More Checks and Balances
* Memphis City Council and Shelby County Board of Commissioners should require that its approval is needed if a project is to receive more than one tax incentive. For example, there was a time when a developer of a project was given a menu of incentives – PILOT, TIF (Tax Increment Financing), or direct city or county funding – and one of them was selected. More and more, these days, the answer is “yes, we pick all of them.” Each project should select its primary incentive, if it deserves one. If it wants more, the legislative bodies should have a voice in the decision.
* Memphis City Council and Shelby County Board of Commissioners should require a yearly report from each agency approving PILOTs about their targets and priorities for the coming year, and it should be followed yearly by an annual report that measures success against its objectives. In addition, EDGE should report on its progress in the strategies of the Memphis and Shelby County Regional Economic Development Plan which it was crucial in creating in 2014.
* Memphis City Council and Shelby County Board of Commissioners should require EDGE and Greater Memphis Chamber to provide them with a plan to focus less on tax incentives and more on individualized incentives for small and medium-sized businesses, particularly minority-owned ones. Smarter economic development encourages local job creation rather than the redistribution of business tax burdens to small businesses and away from large, often out-of-state, corporations.

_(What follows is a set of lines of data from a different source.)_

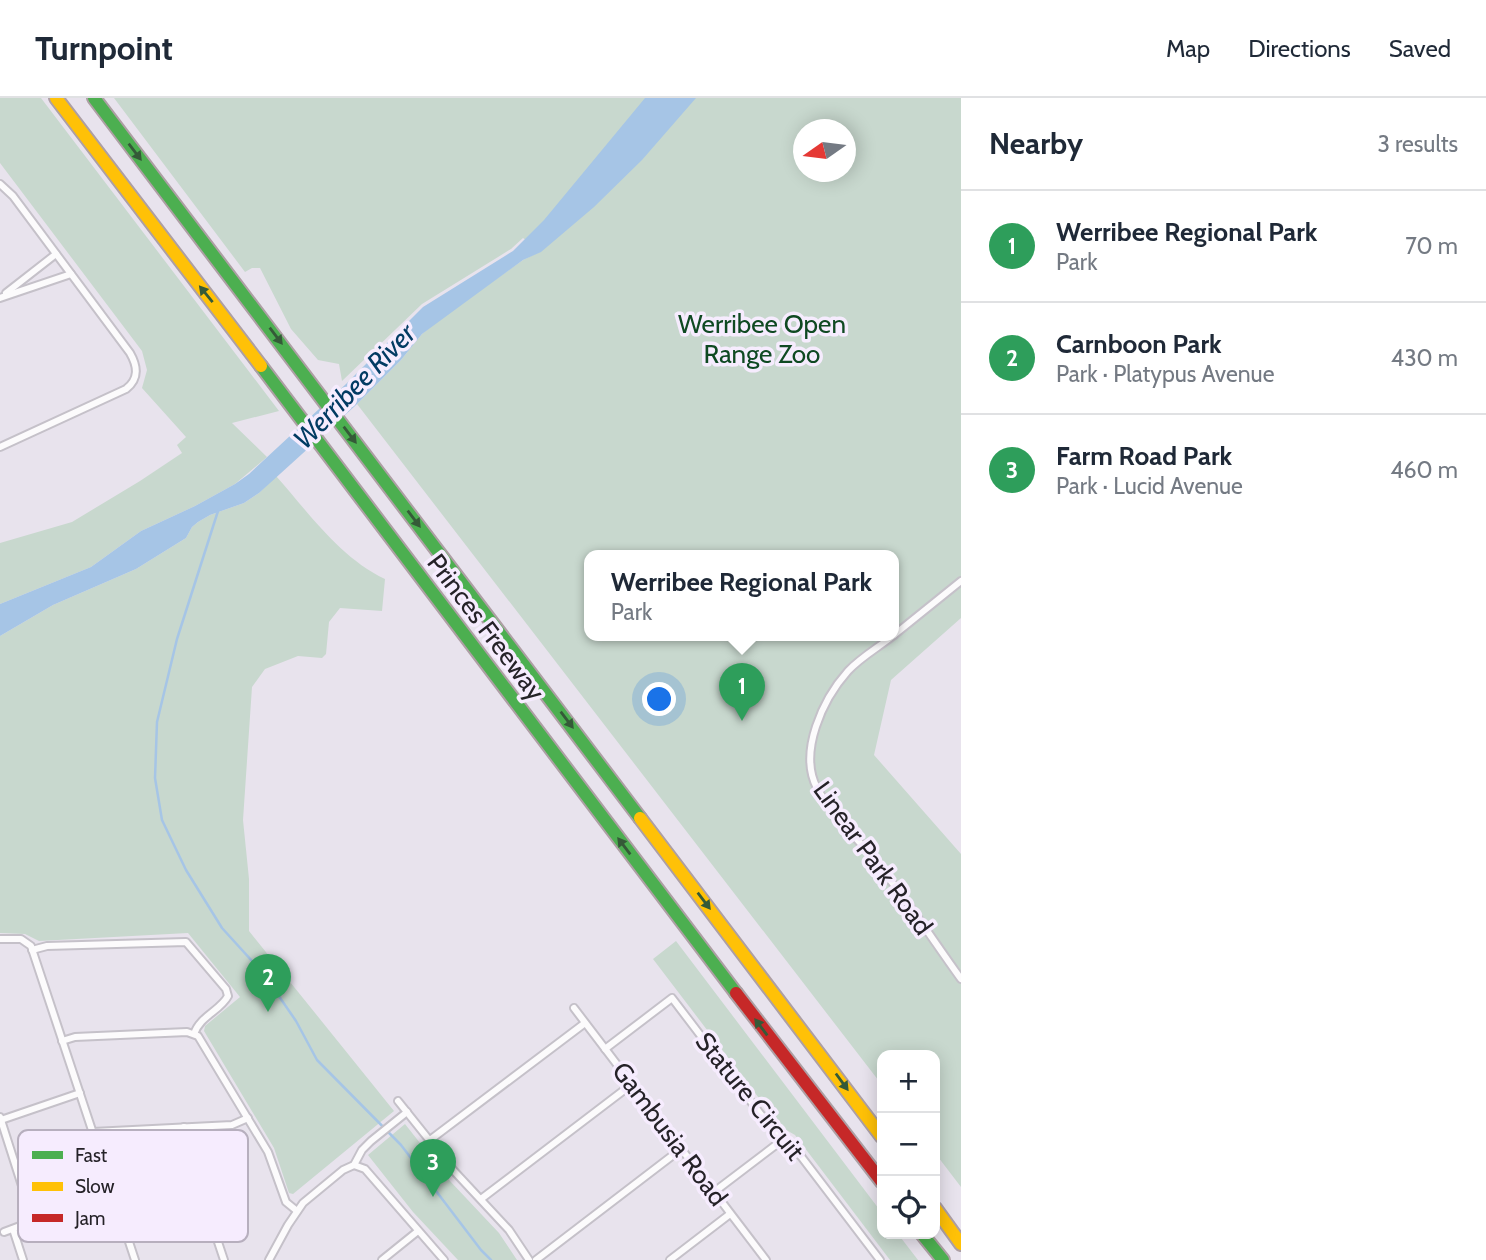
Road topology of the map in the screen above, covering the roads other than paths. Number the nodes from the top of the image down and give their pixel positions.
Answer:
1 (56, 98) edge
2 (94, 98) edge
3 (0, 184) edge
4 (56, 254) junction
5 (71, 274) junction
6 (1, 297) edge
7 (0, 447) edge
8 (961, 581) edge
9 (899, 631) edge
10 (886, 641) edge
11 (0, 939) edge
12 (32, 950) junction
13 (961, 979) edge
14 (574, 1008) dead end
15 (585, 1023) junction
16 (194, 1034) junction
17 (62, 1041) junction
18 (605, 1049) junction
19 (632, 1084) junction
20 (80, 1093) junction
21 (398, 1101) dead end
22 (407, 1112) junction
23 (1, 1118) edge
24 (248, 1118) junction
25 (184, 1127) junction
26 (92, 1130) edge
27 (129, 1130) edge
28 (184, 1130) edge
29 (877, 1130) edge
30 (430, 1140) junction
31 (781, 1141) junction
32 (681, 1149) junction
33 (354, 1165) junction
34 (18, 1172) edge
35 (877, 1176) edge
36 (714, 1192) junction
37 (481, 1199) junction
38 (298, 1211) junction
39 (730, 1214) junction
40 (940, 1216) edge
41 (18, 1227) edge
42 (13, 1229) junction
43 (418, 1231) junction
44 (4, 1232) dead end
45 (926, 1239) edge
46 (129, 1242) edge
47 (218, 1242) edge
48 (961, 1244) edge
49 (23, 1260) edge
50 (135, 1260) edge
51 (224, 1260) edge
52 (268, 1260) edge
53 (382, 1260) edge
54 (444, 1260) edge
55 (529, 1260) edge
56 (536, 1260) edge
57 (670, 1260) edge
58 (766, 1260) edge
59 (880, 1260) edge
60 (943, 1260) edge

35 -> 1 highway, Princes Freeway
2 -> 29 highway, Princes Freeway
3 - 4 street
4 - 5 street
4 - 6 street
5 - 6 street
5 - 7 street
8 - 9 street, Linear Park Road
10 - 13 street, Linear Park Road
11 - 12 street
12 - 16 street
12 - 17 street
14 - 15 street, Gambusia Road
15 - 18 street, Gambusia Road
15 - 30 street
16 - 17 street
16 - 24 street
17 - 20 street
18 - 19 street, Gambusia Road
18 - 31 street, Stature Circuit
19 - 32 street, Gambusia Road
19 - 37 street
20 - 23 street
20 - 26 street
21 - 22 street
22 - 30 street
22 - 33 street
23 - 34 street
24 - 25 street
24 - 38 street
25 - 27 street
25 - 28 street
30 - 37 street
31 - 36 street
31 - 59 street, Stature Circuit
32 - 36 street, Gambusia Road
32 - 56 street
33 - 38 street
33 - 43 street
36 - 39 street, Gambusia Road
37 - 55 street
38 - 52 street
39 - 57 street
39 - 58 street, Gambusia Road
40 - 48 highway
41 - 42 street
42 - 44 street
42 - 49 street
43 - 53 street
43 - 54 street
45 - 60 highway
46 - 50 street
47 - 51 street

* Memphis City Council and Shelby County Board of Commissioners should examine the current matrix used for calculating the amount and term of PILOTs to determine if they agree with the weighting and whether greater emphasis should be on people and salaries rather than construction and real estate. In doing this, they should consult with the economists in our universities who are routinely ignored in the economic development process while every CEO is treated as an expert in economic growth.
More Public Information For The Public
* Memphis City Council and Shelby County Board of Commissioners should consider whether it should set a baseline amount of taxes that the various boards can waive each year with the proviso that if they want to approve more, they would have to receive approval by the legislative bodies.

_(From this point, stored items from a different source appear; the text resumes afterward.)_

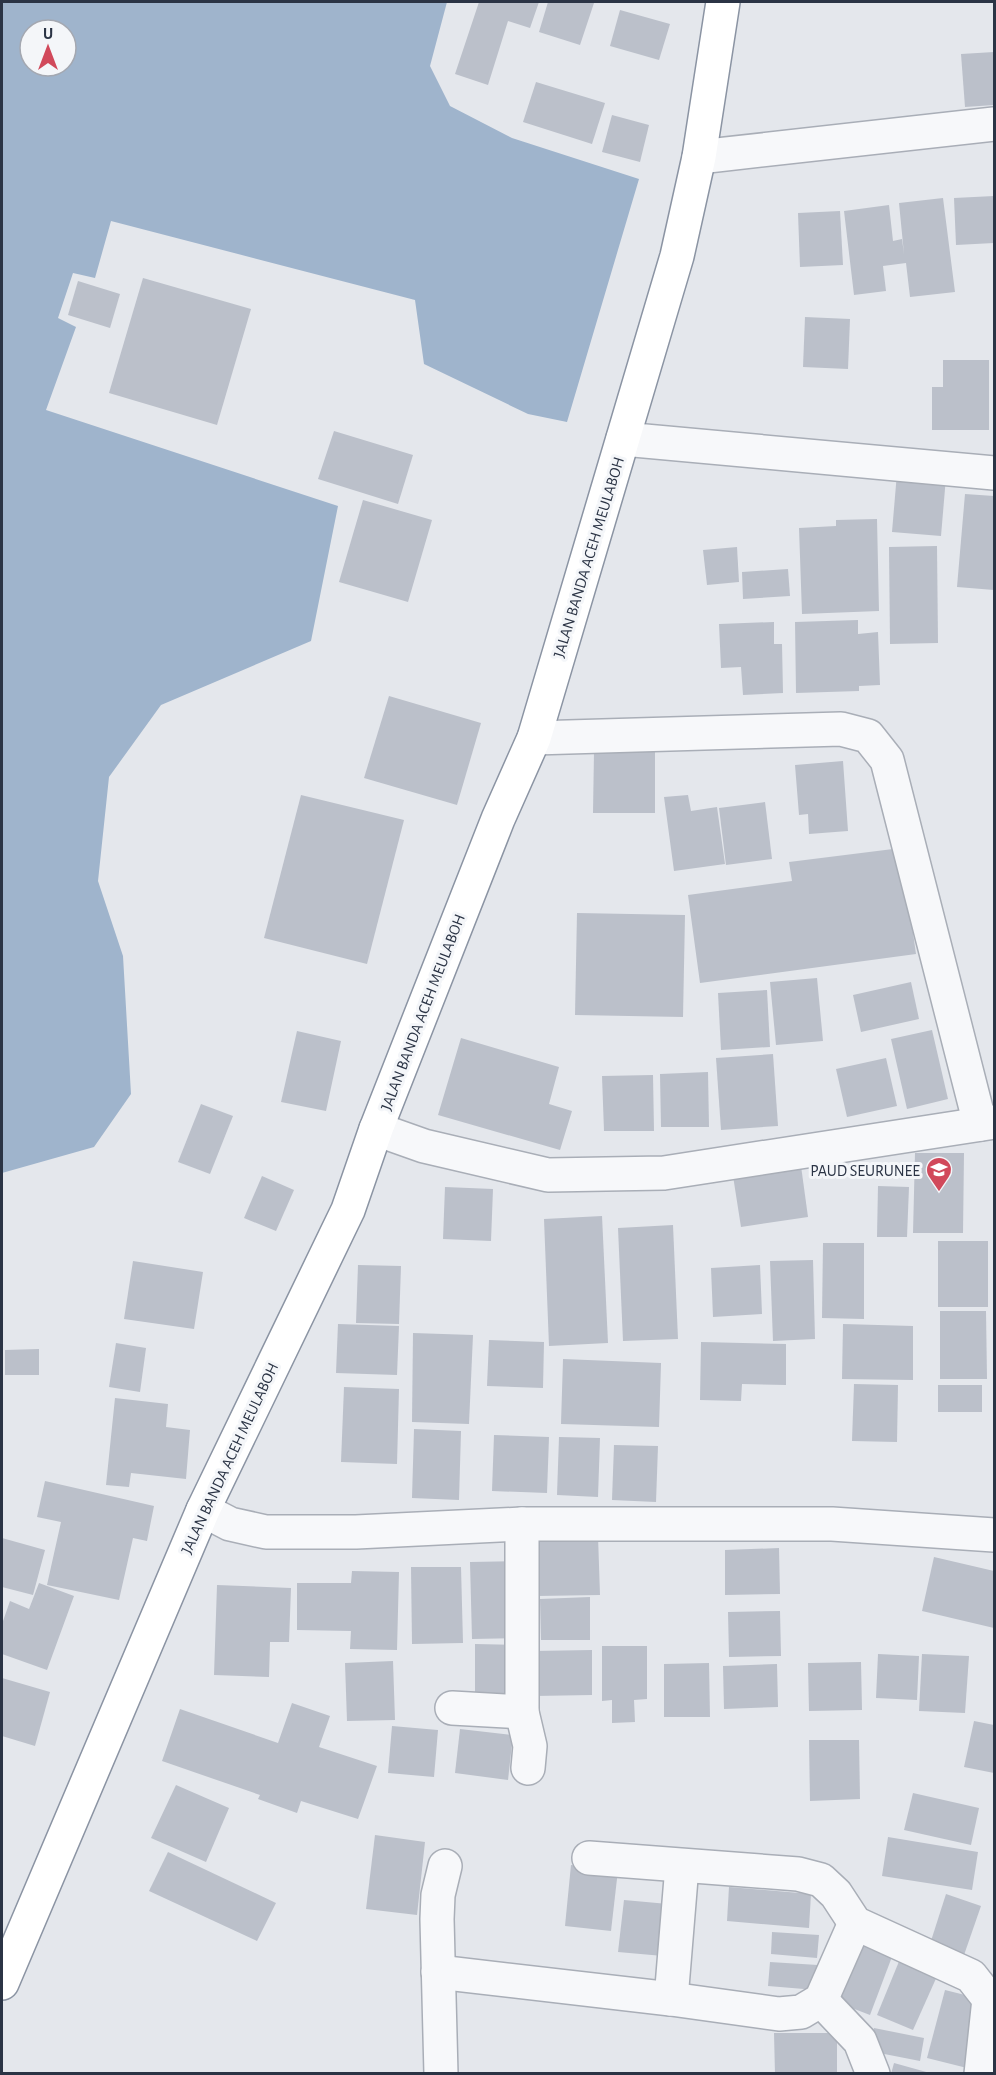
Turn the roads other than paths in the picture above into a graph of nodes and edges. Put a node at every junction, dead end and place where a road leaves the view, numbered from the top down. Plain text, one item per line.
1 (723, 2) edge
2 (994, 124) edge
3 (699, 157) junction
4 (623, 439) junction
5 (994, 473) edge
6 (534, 738) junction
7 (987, 1123) edge
8 (376, 1129) junction
9 (202, 1510) junction
10 (522, 1524) junction
11 (994, 1534) edge
12 (452, 1708) dead end
13 (522, 1712) junction
14 (528, 1768) dead end
15 (589, 1858) dead end
16 (445, 1866) dead end
17 (682, 1866) junction
18 (855, 1923) junction
19 (438, 1972) junction
20 (2, 1983) edge
21 (671, 1999) junction
22 (821, 2000) junction
23 (441, 2073) edge
24 (873, 2073) edge
25 (981, 2073) edge

1 - 3 highway, JALAN BANDA ACEH MEULABOH
2 - 3 street
3 - 4 highway, JALAN BANDA ACEH MEULABOH
4 - 5 street
4 - 6 highway, JALAN BANDA ACEH MEULABOH
6 - 7 street
6 - 8 highway, JALAN BANDA ACEH MEULABOH
7 - 8 street
8 - 9 highway, JALAN BANDA ACEH MEULABOH
9 - 10 street
9 - 20 highway, JALAN BANDA ACEH MEULABOH
10 - 11 street
10 - 13 street
12 - 13 street
13 - 14 street
15 - 17 street
16 - 19 street
17 - 18 street
17 - 21 street
18 - 22 street
18 - 25 street
19 - 21 street
19 - 23 street
21 - 22 street
22 - 24 street

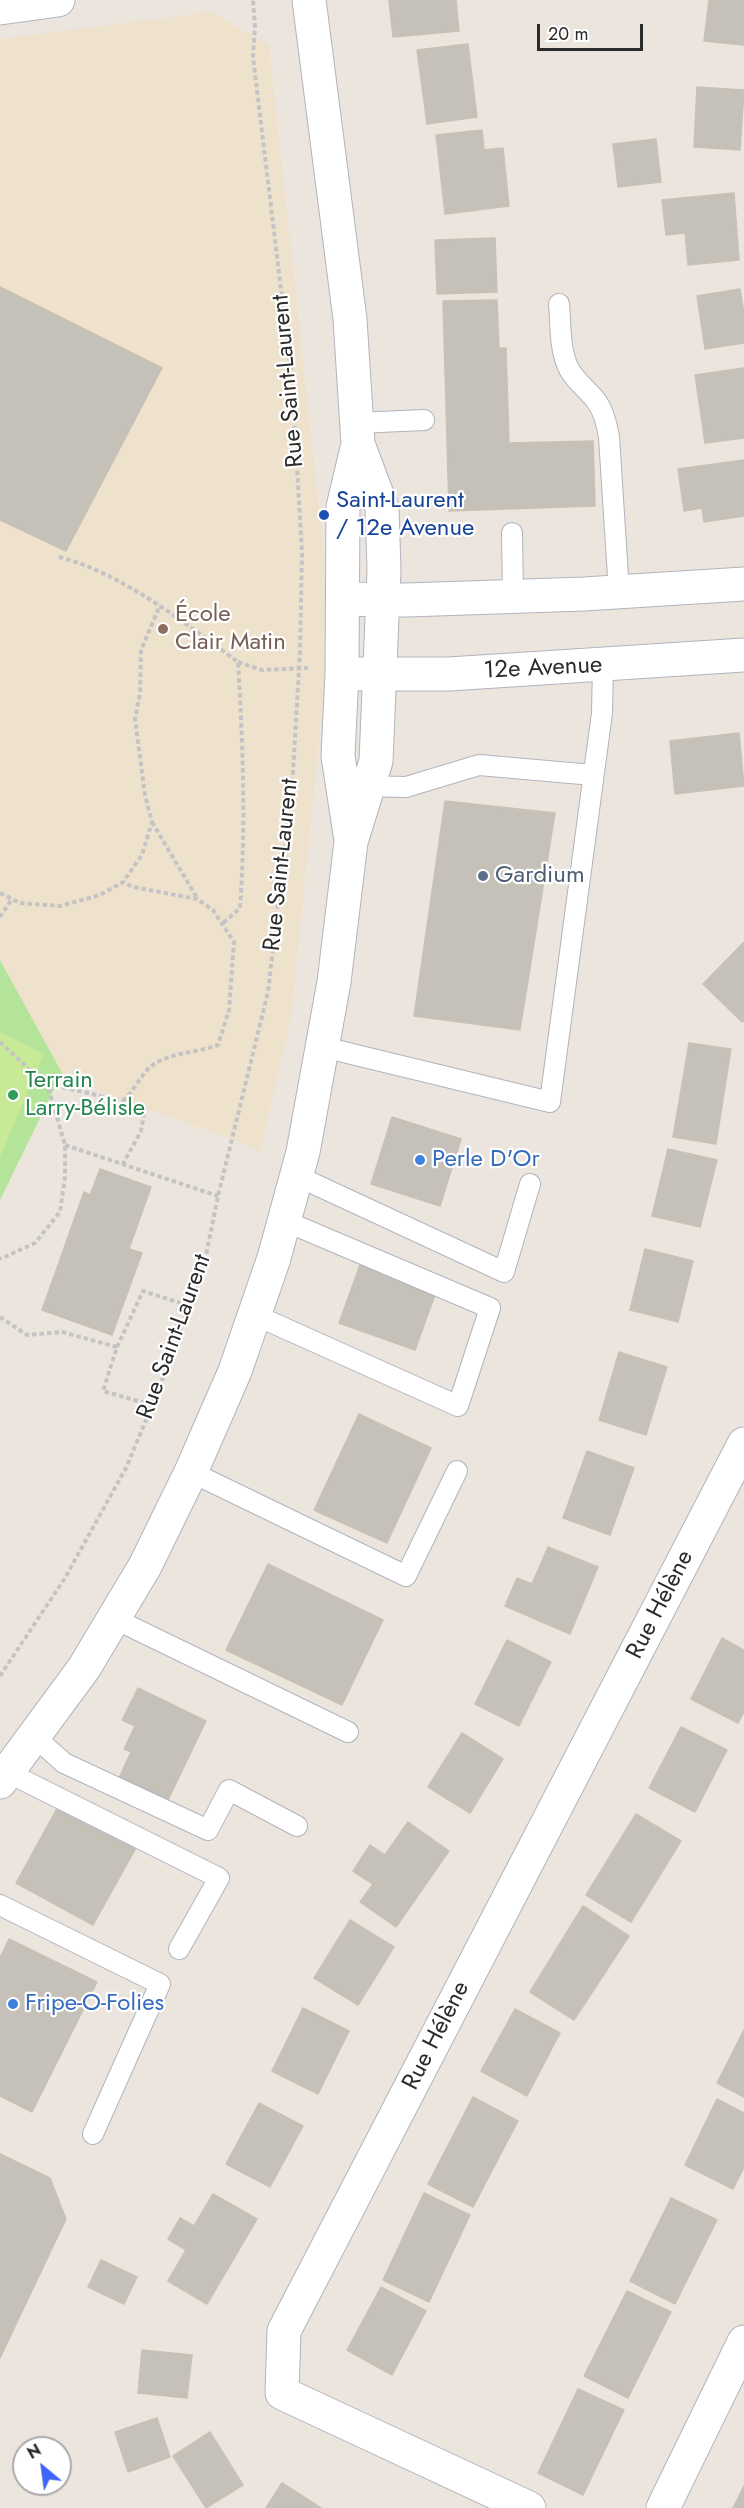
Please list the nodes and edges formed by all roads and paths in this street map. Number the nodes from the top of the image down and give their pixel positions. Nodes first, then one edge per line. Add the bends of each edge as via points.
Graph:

* Memphis City Council and Shelby County Board of Commissioners should commission an independent analysis of the recent Beacon Center of Tennessee report that concluded that EDGE is guilty of gaming its economic impact reports with indirect growth calculations, which produces $65.6 million in lost tax revenues for Memphis and Shelby County. This doesn’t even take into consideration the badly flawed retention PILOT program which means that some huge corporations will never pay their fair share of local property taxes at the same time they benefit from public services and infrastructure paid for by the rest of us
A core principle of tax incentives is that they should not be given at the expense of economic development factors like workforce development, quality of life, public transit, and more. The current PILOT programs today drain funding that is needed as investments in other economic development drivers that need to be in place for a successful local economy.
At a time when private and public sectors are more and more demanding data to justify decision and to weigh whether a program is successful, PILOTs get lip service and little else. They are accepted at face value and without the kind of serious assessment that should be required for a tax avoidance program for corporations that amounts to $1 billion every 12 years.
There is still time for the serious evaluation that is needed to restore public confidence that every dollar invested in a tax benefit to a large corporation or developer is being wisely spent. There’s no time like the present.